-- EXTRACTED MATERIAL follows --

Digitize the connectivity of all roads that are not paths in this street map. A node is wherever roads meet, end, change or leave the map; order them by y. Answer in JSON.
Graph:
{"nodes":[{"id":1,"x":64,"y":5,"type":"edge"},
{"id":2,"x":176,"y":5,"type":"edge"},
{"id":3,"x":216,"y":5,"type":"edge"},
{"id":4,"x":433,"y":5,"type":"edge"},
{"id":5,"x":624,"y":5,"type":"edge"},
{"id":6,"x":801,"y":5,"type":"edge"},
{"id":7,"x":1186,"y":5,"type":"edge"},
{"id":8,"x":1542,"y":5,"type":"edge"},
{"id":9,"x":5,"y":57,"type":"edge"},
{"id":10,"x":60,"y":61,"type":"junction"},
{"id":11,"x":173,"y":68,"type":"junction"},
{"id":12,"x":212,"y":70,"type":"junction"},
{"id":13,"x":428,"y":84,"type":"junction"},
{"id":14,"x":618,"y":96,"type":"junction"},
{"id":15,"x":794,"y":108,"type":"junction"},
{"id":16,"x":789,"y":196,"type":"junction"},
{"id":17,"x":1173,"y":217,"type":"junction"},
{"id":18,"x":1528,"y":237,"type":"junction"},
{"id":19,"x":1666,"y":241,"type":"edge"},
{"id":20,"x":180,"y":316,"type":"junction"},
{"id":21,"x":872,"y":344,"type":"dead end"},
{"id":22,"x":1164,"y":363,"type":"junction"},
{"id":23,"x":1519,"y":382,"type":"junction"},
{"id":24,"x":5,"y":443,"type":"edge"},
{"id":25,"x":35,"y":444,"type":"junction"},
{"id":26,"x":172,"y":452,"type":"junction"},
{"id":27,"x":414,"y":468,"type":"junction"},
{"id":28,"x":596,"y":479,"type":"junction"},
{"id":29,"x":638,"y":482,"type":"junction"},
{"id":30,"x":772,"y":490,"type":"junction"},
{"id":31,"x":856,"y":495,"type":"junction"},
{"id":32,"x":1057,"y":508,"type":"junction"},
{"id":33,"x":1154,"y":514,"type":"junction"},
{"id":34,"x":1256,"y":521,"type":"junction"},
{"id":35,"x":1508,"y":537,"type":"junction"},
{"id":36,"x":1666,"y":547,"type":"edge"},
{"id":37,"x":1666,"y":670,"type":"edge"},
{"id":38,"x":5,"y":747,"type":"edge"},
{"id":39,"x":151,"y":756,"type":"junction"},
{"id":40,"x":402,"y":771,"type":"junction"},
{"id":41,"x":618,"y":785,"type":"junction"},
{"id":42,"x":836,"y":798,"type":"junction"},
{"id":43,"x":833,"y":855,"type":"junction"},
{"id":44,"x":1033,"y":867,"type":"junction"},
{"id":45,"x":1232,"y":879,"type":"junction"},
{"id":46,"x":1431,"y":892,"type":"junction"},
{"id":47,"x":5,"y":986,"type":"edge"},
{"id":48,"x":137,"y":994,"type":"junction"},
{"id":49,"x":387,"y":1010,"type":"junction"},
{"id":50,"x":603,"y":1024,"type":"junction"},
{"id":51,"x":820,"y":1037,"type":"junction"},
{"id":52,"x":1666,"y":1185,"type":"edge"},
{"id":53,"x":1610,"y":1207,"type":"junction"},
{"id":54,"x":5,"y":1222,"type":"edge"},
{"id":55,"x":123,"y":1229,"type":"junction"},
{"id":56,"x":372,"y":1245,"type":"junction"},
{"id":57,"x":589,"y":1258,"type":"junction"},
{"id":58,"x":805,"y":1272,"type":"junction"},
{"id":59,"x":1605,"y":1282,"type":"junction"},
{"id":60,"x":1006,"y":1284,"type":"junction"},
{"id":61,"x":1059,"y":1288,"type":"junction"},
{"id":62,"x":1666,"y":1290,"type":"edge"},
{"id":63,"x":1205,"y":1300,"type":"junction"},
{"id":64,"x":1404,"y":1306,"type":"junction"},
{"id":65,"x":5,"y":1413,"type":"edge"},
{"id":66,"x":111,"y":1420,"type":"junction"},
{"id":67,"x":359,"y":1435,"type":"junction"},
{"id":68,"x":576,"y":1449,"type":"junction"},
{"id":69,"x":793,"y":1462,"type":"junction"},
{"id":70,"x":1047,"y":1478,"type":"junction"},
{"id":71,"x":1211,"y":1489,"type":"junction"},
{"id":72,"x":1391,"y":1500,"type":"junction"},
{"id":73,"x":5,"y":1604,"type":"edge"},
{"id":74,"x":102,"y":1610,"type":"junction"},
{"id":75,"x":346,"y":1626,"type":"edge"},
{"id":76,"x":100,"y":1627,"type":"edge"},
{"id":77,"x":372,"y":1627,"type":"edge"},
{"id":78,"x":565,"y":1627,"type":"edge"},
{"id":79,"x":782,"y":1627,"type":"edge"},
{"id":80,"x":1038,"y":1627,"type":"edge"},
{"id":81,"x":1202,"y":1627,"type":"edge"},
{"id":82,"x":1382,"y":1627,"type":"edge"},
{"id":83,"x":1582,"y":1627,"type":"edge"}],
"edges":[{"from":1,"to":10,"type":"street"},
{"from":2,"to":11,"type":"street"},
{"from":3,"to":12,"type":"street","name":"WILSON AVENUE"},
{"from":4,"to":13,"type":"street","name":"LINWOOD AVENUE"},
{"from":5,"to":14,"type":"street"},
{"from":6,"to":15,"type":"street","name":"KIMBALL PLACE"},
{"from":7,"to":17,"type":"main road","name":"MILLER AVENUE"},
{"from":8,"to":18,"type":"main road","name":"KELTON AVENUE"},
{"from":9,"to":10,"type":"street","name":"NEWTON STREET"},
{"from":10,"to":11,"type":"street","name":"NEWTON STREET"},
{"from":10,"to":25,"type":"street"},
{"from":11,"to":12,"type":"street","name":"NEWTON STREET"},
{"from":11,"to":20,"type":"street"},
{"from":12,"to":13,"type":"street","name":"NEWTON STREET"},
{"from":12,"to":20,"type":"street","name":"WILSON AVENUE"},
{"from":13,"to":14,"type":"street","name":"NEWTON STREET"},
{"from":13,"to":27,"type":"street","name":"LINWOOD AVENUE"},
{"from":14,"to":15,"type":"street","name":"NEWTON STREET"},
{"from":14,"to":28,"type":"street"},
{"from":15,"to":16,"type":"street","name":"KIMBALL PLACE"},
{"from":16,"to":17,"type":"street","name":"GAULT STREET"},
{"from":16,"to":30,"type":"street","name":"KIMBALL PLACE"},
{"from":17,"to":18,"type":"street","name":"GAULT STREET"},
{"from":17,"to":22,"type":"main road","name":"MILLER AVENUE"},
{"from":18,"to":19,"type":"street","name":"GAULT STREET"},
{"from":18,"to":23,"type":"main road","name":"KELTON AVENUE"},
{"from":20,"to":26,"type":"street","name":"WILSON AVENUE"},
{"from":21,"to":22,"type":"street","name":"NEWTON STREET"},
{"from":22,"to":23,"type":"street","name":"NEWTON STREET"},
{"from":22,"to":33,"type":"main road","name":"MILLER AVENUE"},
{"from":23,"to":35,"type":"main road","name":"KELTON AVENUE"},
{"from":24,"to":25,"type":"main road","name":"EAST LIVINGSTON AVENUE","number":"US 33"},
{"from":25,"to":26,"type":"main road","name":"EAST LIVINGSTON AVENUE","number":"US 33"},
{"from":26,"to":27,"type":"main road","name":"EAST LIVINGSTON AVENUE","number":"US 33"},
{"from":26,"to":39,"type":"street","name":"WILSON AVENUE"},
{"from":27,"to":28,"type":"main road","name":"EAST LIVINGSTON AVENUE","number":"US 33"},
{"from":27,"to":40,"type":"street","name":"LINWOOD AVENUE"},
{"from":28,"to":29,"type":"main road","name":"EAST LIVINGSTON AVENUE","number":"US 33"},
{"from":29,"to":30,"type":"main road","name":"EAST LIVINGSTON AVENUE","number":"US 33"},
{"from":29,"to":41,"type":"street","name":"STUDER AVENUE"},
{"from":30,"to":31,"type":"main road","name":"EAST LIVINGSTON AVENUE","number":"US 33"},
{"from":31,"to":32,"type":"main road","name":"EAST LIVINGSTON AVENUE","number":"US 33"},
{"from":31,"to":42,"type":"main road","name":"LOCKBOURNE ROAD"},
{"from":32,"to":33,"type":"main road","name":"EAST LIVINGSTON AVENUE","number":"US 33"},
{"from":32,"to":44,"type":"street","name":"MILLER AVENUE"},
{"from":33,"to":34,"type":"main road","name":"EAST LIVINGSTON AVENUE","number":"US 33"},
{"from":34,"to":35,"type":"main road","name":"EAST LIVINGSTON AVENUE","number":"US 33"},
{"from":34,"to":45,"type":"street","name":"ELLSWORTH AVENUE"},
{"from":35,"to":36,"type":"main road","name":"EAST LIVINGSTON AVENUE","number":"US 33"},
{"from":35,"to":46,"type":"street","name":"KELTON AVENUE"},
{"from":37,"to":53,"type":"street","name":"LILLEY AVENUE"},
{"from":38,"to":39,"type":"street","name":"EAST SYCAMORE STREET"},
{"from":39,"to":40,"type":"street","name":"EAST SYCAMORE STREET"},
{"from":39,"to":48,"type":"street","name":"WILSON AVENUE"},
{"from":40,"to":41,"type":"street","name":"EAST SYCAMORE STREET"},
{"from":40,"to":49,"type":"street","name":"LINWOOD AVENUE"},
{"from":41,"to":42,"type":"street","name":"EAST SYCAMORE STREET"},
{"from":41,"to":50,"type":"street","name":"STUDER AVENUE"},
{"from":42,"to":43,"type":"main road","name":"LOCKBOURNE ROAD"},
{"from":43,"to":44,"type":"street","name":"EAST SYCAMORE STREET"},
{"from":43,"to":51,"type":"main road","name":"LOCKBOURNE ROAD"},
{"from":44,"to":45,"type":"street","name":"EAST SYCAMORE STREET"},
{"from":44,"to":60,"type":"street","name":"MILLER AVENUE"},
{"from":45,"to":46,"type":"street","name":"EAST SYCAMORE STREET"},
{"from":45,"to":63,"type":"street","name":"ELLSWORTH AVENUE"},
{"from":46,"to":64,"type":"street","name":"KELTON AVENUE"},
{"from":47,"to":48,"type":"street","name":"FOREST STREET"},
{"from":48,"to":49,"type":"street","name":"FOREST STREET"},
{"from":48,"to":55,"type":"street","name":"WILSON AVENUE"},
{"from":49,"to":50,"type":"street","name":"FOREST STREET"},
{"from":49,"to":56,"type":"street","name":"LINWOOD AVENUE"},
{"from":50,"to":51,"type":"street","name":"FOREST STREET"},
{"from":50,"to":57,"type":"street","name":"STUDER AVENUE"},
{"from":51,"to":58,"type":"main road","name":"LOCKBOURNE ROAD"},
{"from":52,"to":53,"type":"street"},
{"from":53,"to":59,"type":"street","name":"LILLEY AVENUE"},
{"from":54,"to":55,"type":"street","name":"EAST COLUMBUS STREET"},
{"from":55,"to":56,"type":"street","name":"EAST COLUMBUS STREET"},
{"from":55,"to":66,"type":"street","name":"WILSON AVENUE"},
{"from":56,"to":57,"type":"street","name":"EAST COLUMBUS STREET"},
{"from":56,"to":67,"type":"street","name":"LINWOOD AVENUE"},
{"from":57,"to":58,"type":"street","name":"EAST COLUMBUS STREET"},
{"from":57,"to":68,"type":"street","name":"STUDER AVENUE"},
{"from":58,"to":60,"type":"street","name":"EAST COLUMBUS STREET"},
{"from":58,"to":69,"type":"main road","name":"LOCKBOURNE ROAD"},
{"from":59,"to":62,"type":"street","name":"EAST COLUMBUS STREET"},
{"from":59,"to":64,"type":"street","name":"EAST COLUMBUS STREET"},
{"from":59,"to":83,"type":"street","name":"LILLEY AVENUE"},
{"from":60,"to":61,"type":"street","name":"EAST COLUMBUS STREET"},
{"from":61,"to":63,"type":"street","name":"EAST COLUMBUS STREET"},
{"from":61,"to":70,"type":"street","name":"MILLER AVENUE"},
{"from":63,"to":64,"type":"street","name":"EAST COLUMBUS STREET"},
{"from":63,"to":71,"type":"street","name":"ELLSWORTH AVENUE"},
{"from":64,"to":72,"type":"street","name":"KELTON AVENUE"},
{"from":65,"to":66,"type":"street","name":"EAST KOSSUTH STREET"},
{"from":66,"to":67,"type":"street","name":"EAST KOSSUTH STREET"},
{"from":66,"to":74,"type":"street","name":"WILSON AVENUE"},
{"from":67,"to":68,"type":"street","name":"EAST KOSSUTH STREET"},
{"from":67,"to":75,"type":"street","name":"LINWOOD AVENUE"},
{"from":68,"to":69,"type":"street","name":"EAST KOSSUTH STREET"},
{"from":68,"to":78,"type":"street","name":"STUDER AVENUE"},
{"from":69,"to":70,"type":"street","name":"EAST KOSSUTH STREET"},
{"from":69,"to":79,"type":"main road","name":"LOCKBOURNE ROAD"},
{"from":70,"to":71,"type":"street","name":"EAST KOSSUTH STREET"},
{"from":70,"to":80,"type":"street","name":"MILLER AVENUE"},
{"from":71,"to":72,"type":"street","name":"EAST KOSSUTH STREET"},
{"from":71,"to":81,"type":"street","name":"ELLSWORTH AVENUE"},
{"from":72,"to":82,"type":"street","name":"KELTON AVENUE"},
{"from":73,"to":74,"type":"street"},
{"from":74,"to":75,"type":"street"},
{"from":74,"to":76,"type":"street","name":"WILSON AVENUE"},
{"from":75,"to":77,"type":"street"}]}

-- EXTRACTED MATERIAL concluded --

* ACTIVITY *
Search the entries for the word "GAULT", then copy every line in which it is found.

* TASK RESULT *
{"from":16,"to":17,"type":"street","name":"GAULT STREET"},
{"from":17,"to":18,"type":"street","name":"GAULT STREET"},
{"from":18,"to":19,"type":"street","name":"GAULT STREET"},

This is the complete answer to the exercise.